Você tem certeza de que não há problema em deixar, no final de
semana, as crianças na casa da avó. Além do mais, a viagem já está marcada,
você precisa desse trabalho (o pagamento é bom e vai ajudar na mensalidade do
mestrado) e os médicos garantiram que a velha está plenamente recuperada da
última crise. Além do mais, há uma enfermeira.
Não há nada – nada, você repete a si mesmo – que possa dar errado.
*
De volta para casa, as crianças no
carro, você sente. Algo está errado.
“O que houve? Aconteceu alguma coisa
na casa da vovó?”
“Nada.”
“Está tudo bem?”
“Está.”
Estão caladas demais. Dispersas
demais. Em casa, a primeira coisa que você faz é ligar pra velha.
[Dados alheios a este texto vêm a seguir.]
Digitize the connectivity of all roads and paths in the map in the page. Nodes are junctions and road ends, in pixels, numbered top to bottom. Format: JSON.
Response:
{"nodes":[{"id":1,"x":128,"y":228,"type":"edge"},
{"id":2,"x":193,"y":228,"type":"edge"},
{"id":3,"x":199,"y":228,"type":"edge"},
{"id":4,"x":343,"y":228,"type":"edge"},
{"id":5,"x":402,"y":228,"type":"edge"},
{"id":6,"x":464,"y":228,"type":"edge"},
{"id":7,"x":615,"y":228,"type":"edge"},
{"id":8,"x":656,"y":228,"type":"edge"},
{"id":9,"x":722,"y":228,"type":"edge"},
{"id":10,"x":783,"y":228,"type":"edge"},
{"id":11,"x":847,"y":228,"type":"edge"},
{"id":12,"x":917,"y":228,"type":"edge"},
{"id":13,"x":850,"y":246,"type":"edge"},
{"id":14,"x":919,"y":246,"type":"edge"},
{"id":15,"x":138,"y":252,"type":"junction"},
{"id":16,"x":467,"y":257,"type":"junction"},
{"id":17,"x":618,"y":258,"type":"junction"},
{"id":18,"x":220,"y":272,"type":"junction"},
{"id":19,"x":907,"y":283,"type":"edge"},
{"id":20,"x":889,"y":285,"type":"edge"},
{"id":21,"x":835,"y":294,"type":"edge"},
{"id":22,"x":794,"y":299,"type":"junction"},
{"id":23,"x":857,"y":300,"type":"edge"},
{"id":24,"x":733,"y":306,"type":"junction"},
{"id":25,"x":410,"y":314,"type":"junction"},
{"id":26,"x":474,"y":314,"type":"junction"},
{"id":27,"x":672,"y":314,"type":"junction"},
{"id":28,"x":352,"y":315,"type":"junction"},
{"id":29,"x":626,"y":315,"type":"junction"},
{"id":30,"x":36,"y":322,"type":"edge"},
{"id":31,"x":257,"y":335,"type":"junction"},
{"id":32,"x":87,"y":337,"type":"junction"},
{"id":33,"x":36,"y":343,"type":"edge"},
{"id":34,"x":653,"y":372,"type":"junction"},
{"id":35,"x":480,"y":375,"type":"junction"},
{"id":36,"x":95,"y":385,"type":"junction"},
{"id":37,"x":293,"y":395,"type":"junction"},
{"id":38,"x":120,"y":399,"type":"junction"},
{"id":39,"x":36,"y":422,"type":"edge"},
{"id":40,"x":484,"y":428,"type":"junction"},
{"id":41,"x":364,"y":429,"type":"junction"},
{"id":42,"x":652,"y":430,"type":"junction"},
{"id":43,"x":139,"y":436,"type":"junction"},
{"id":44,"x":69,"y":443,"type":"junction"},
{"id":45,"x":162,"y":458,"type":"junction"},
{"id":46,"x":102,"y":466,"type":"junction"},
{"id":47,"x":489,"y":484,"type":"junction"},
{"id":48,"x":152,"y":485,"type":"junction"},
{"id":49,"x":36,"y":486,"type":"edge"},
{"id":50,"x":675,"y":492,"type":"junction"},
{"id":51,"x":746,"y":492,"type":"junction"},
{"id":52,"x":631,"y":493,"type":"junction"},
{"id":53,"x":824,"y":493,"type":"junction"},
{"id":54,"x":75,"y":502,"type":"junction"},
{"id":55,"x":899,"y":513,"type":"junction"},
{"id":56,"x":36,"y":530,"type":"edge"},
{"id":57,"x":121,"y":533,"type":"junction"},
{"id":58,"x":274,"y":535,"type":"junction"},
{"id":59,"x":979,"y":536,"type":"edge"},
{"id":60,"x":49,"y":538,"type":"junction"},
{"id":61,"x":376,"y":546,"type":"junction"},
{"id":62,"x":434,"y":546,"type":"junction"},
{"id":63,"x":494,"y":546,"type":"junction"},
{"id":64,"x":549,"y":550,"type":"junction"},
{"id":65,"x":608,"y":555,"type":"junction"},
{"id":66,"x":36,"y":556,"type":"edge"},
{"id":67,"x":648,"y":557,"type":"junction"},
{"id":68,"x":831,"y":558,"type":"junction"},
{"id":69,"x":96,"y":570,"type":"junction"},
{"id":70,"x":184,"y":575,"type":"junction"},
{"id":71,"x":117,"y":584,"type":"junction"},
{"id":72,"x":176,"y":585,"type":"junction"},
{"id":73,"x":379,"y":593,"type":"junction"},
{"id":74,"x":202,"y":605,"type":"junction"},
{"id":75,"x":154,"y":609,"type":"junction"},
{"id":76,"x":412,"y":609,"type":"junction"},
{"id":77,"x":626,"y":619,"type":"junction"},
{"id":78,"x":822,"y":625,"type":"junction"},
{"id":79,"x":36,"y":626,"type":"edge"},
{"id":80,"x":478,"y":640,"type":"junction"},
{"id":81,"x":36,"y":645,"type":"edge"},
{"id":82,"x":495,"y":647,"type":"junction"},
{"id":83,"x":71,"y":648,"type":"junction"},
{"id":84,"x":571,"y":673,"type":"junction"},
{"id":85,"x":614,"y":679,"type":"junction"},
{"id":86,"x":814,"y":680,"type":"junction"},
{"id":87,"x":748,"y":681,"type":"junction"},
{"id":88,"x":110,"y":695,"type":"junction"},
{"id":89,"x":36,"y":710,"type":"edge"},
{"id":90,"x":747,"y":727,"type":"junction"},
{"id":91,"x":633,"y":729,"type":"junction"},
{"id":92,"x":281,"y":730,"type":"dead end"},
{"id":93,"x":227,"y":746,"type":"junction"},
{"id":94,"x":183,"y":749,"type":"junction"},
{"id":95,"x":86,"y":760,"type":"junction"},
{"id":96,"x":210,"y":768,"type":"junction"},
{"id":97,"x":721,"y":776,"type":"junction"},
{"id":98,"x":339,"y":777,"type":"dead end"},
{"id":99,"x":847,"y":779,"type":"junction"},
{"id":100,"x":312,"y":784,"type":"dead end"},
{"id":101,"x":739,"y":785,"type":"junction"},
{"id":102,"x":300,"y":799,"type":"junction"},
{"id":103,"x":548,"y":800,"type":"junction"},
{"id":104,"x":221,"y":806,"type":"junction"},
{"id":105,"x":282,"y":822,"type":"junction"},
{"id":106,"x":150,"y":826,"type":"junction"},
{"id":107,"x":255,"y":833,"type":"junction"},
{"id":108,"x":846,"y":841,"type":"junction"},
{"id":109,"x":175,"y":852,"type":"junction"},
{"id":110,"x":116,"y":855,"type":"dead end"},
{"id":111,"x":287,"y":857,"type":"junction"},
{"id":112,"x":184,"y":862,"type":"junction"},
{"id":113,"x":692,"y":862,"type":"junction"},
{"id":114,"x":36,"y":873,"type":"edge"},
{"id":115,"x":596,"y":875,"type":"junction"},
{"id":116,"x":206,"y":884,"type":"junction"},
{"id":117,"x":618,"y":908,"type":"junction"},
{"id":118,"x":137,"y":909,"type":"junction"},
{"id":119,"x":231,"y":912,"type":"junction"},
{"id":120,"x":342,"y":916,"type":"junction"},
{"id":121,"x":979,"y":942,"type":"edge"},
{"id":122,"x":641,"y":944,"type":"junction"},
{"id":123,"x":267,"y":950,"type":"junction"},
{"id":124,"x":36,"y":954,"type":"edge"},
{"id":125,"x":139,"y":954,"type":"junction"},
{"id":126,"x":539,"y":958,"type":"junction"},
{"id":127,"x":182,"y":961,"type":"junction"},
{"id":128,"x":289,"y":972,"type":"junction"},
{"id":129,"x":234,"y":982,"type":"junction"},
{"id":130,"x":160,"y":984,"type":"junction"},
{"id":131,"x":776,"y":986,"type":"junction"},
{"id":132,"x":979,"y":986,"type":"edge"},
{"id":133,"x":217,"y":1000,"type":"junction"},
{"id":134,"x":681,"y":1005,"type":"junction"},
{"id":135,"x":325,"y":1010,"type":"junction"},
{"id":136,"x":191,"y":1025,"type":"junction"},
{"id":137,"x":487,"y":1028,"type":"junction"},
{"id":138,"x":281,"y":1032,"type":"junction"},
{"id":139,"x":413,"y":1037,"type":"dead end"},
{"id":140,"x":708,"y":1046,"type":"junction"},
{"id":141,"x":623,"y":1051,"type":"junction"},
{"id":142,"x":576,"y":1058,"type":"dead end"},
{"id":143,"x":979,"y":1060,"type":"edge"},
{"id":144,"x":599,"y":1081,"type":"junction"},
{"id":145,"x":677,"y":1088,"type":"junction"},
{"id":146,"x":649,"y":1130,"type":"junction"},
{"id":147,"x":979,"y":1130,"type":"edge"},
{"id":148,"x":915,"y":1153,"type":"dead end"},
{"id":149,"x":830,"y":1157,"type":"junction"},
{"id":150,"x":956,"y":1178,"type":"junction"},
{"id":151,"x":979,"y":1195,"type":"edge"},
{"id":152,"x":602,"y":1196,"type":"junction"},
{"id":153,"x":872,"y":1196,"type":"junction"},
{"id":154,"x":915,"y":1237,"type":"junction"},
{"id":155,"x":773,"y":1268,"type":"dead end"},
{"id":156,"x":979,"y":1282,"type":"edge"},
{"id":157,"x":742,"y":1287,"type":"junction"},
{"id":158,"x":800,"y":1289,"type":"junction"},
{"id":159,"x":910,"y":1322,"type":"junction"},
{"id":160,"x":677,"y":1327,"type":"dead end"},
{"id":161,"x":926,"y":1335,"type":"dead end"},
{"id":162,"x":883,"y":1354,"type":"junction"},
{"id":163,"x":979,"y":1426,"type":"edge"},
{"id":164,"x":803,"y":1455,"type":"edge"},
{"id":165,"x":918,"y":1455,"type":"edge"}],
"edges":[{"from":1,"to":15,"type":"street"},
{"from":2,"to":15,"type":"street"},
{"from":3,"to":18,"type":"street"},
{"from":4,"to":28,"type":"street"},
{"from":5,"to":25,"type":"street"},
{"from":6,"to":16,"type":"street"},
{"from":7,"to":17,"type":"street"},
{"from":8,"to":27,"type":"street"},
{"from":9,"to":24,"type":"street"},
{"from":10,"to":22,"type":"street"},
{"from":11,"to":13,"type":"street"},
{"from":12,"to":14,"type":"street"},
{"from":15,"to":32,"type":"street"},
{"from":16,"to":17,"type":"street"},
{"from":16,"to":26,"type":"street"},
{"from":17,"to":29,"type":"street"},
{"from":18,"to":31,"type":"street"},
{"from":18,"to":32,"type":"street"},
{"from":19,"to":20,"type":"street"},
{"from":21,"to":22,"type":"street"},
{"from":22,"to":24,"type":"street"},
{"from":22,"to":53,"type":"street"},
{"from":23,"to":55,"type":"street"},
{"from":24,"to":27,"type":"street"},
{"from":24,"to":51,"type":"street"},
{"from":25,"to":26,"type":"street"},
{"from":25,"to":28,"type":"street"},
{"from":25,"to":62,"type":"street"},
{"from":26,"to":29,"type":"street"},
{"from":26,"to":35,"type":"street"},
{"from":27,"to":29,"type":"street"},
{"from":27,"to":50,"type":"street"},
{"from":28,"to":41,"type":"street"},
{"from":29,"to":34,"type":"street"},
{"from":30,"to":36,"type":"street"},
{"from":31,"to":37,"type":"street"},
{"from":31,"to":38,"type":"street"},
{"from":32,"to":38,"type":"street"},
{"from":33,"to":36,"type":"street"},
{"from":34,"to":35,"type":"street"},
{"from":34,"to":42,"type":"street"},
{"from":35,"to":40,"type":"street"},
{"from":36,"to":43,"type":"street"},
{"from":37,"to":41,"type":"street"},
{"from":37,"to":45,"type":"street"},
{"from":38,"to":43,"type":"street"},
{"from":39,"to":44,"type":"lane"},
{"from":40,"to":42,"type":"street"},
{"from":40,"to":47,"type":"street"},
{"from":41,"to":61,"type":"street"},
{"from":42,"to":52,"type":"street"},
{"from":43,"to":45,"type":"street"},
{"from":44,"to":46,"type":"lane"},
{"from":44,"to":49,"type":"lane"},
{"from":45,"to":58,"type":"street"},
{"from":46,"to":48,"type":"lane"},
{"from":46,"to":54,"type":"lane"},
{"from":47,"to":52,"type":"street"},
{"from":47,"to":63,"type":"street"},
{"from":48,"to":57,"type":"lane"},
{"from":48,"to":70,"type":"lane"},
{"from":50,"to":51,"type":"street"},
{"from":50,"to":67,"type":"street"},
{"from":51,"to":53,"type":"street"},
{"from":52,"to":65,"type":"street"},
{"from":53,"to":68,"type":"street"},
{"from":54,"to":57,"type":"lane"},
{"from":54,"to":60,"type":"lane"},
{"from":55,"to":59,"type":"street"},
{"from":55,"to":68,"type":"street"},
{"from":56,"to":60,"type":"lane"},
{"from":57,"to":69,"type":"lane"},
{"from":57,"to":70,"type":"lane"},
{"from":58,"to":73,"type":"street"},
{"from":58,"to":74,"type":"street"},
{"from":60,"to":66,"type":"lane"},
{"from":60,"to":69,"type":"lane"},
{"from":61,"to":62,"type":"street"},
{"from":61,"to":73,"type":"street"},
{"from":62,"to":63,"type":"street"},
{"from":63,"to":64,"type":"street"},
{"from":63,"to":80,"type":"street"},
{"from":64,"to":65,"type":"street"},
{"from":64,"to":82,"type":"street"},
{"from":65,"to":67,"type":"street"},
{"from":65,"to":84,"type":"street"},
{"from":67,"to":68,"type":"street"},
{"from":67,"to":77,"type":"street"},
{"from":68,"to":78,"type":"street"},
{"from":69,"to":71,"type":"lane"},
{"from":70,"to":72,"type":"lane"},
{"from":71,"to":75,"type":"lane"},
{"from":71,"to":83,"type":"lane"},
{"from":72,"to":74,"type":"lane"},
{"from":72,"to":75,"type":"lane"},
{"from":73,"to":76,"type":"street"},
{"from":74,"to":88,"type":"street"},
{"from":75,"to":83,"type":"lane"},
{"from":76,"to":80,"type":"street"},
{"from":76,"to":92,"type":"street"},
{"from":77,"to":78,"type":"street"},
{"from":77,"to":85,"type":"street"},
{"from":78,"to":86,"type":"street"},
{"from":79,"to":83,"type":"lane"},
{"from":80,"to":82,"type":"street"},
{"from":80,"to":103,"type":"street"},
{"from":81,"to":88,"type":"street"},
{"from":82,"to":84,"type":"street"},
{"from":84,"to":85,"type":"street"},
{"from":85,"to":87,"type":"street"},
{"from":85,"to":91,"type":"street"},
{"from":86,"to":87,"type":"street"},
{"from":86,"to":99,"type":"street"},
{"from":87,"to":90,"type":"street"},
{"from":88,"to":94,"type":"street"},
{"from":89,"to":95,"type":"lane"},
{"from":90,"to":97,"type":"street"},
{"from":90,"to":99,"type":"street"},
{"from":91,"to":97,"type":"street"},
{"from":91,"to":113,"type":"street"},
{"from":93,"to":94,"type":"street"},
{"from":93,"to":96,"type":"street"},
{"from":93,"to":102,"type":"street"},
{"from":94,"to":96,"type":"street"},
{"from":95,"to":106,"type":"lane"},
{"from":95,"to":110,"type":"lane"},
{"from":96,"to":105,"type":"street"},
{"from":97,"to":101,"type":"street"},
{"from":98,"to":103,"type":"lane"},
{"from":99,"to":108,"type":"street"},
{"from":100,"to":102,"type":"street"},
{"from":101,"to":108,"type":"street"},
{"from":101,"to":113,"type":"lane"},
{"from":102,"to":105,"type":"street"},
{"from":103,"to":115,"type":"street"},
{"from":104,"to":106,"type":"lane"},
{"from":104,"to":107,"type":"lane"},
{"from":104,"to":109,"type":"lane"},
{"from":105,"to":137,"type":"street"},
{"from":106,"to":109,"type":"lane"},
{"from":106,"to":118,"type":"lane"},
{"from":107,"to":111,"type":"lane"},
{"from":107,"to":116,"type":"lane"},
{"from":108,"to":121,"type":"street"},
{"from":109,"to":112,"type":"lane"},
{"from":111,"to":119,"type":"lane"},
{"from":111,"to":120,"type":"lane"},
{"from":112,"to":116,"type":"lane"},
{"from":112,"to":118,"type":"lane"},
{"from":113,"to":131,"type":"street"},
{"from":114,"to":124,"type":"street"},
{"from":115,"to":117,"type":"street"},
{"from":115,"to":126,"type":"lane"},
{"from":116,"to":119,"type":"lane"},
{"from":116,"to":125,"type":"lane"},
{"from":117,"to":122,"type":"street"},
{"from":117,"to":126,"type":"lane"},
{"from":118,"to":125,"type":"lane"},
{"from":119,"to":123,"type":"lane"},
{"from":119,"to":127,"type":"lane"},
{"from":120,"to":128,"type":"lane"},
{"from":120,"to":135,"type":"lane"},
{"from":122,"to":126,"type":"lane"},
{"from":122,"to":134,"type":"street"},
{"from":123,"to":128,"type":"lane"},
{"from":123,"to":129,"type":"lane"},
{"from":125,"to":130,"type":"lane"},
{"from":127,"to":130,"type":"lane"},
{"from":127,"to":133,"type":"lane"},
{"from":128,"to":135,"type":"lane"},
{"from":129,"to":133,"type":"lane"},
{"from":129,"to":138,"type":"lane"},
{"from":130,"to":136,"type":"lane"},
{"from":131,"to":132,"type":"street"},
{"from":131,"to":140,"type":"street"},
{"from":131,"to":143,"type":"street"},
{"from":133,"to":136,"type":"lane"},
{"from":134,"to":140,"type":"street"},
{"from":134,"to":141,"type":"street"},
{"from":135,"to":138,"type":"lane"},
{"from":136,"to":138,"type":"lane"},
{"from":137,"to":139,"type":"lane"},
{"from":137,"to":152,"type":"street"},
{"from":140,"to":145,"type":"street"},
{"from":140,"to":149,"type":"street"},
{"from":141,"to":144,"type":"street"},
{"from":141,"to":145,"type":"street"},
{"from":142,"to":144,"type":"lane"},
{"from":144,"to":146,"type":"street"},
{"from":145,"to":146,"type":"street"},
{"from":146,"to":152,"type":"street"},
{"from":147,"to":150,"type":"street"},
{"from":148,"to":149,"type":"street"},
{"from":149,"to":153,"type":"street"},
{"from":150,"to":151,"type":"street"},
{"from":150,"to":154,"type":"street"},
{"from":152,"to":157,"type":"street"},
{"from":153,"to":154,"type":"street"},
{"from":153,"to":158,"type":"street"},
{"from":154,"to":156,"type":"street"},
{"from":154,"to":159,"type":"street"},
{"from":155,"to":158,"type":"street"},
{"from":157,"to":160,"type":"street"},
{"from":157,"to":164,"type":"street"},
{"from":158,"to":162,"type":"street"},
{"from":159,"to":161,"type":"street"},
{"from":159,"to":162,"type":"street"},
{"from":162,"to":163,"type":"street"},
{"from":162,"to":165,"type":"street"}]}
“Aconteceu alguma coisa com as
crianças?”
“Não.”
“Elas brigaram? Se machucaram?
Fizeram alguma coisa?”
“Nada.”
A velha, também diferente.
*
As crianças se trancaram no quarto.
Você chama as três. Bate na porta. Com força. Esmurra a porta. Vai ter que
arrombar.
Porta enfim aberta, as crianças
estão sentadas na cama.
“Por que trancaram a porta?”
“Não trancamos.”
“Eu tive que arrombar!”
“Não fomos nós.”
“Quem foi? Não tem mais ninguém
aqui.”
As crianças não respondem.
*
Você telefona pra velha.
“Tem alguma coisa errada com as
crianças. O que você fez?”
“Não quero falar com você.”
Ela desliga na sua cara. Você liga
de novo.
Atende a enfermeira.
“Ela não está. Saiu.”
“Acabei de falar com ela.”
“Ela saiu com o filho dela.”
“O filho dela sou eu.”
“Não é.”
Agora é a enfermeira que desliga na
sua cara.
Antes que você tenha tempo de
xingar, as crianças entram no seu quarto e trancam a porta.